(WHAT YOU NEED TO DO):
Below is a listing. Gather each line of it that contains "edges".

■ ■ ■ ■

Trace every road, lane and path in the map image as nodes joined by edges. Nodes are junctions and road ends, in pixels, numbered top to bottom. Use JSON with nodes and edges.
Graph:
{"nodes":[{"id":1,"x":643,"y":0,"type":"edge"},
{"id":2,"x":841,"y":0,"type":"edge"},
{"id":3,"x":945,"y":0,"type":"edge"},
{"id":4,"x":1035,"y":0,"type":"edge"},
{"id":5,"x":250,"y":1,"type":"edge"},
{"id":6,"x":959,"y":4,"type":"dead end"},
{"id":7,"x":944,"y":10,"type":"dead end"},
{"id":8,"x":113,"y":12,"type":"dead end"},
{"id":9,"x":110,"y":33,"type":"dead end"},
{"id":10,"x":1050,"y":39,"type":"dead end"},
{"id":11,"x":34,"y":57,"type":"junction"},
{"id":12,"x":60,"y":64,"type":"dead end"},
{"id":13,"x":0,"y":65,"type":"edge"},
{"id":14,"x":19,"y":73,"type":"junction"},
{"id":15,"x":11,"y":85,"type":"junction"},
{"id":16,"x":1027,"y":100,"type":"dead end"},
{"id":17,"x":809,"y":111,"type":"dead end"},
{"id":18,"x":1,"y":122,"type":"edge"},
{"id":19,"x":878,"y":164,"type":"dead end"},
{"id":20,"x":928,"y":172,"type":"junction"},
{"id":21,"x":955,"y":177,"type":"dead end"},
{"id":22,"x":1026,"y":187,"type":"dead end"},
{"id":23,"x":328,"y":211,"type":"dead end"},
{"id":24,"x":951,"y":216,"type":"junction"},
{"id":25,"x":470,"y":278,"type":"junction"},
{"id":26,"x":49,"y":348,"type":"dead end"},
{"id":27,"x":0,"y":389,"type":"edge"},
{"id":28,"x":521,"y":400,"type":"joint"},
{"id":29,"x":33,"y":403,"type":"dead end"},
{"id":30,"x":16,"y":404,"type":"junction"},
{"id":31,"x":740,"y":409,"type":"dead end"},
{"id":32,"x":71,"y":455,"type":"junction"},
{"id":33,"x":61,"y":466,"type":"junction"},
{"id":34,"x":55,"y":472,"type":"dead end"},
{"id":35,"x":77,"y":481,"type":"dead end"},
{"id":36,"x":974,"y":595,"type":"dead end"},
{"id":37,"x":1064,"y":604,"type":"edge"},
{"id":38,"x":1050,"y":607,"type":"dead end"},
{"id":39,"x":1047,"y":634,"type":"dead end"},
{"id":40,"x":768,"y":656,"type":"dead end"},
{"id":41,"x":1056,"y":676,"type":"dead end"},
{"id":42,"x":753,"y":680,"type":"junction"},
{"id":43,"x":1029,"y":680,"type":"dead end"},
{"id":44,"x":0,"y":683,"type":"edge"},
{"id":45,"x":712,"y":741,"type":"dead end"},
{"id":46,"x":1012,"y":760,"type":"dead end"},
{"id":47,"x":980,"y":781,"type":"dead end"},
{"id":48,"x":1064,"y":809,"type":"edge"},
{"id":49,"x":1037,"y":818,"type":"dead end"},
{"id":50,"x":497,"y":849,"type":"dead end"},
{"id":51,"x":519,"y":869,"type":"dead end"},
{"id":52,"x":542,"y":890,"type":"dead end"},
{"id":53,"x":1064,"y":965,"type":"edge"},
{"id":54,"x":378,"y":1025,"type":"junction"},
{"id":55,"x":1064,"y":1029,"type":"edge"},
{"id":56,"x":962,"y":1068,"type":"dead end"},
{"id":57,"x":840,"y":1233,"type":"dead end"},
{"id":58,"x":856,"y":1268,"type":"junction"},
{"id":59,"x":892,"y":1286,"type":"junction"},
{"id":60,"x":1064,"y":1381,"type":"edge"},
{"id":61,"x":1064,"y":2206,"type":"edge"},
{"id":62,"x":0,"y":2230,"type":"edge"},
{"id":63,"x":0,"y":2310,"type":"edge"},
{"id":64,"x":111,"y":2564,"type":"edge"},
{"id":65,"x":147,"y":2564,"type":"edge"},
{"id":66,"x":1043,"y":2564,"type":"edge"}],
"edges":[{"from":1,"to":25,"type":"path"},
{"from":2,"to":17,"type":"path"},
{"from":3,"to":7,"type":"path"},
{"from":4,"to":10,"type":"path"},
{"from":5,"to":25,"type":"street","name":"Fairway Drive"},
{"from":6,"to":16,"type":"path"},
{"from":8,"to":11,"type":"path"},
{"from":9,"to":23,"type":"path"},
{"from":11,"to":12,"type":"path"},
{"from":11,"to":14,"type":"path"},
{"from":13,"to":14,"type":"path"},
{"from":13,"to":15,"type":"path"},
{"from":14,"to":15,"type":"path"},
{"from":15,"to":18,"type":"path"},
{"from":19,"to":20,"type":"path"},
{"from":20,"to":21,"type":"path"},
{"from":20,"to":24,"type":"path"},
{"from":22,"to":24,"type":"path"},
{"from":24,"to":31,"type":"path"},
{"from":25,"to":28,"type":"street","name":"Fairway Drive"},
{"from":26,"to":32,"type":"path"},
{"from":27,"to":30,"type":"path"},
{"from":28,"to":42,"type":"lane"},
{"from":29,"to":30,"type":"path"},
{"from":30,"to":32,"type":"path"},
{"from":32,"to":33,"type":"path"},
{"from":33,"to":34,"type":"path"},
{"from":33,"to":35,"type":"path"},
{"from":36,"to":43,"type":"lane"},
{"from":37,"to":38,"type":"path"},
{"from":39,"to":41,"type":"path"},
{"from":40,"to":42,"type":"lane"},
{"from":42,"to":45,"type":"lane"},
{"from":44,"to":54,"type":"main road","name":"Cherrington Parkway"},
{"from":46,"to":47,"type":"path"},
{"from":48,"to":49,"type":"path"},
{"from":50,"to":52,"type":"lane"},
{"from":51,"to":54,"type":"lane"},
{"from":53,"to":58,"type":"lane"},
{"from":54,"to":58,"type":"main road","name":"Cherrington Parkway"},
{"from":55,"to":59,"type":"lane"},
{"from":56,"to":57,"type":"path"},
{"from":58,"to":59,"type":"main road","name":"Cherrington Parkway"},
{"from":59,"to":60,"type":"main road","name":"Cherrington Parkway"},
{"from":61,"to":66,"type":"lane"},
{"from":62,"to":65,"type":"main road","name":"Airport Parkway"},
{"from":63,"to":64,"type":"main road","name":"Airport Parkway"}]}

■ ■ ■ ■

(TASK SOLUTION):
Trace every road, lane and path in the map image as nodes joined by edges. Nodes are junctions and road ends, in pixels, numbered top to bottom. Use JSON with nodes and edges.
"edges":[{"from":1,"to":25,"type":"path"},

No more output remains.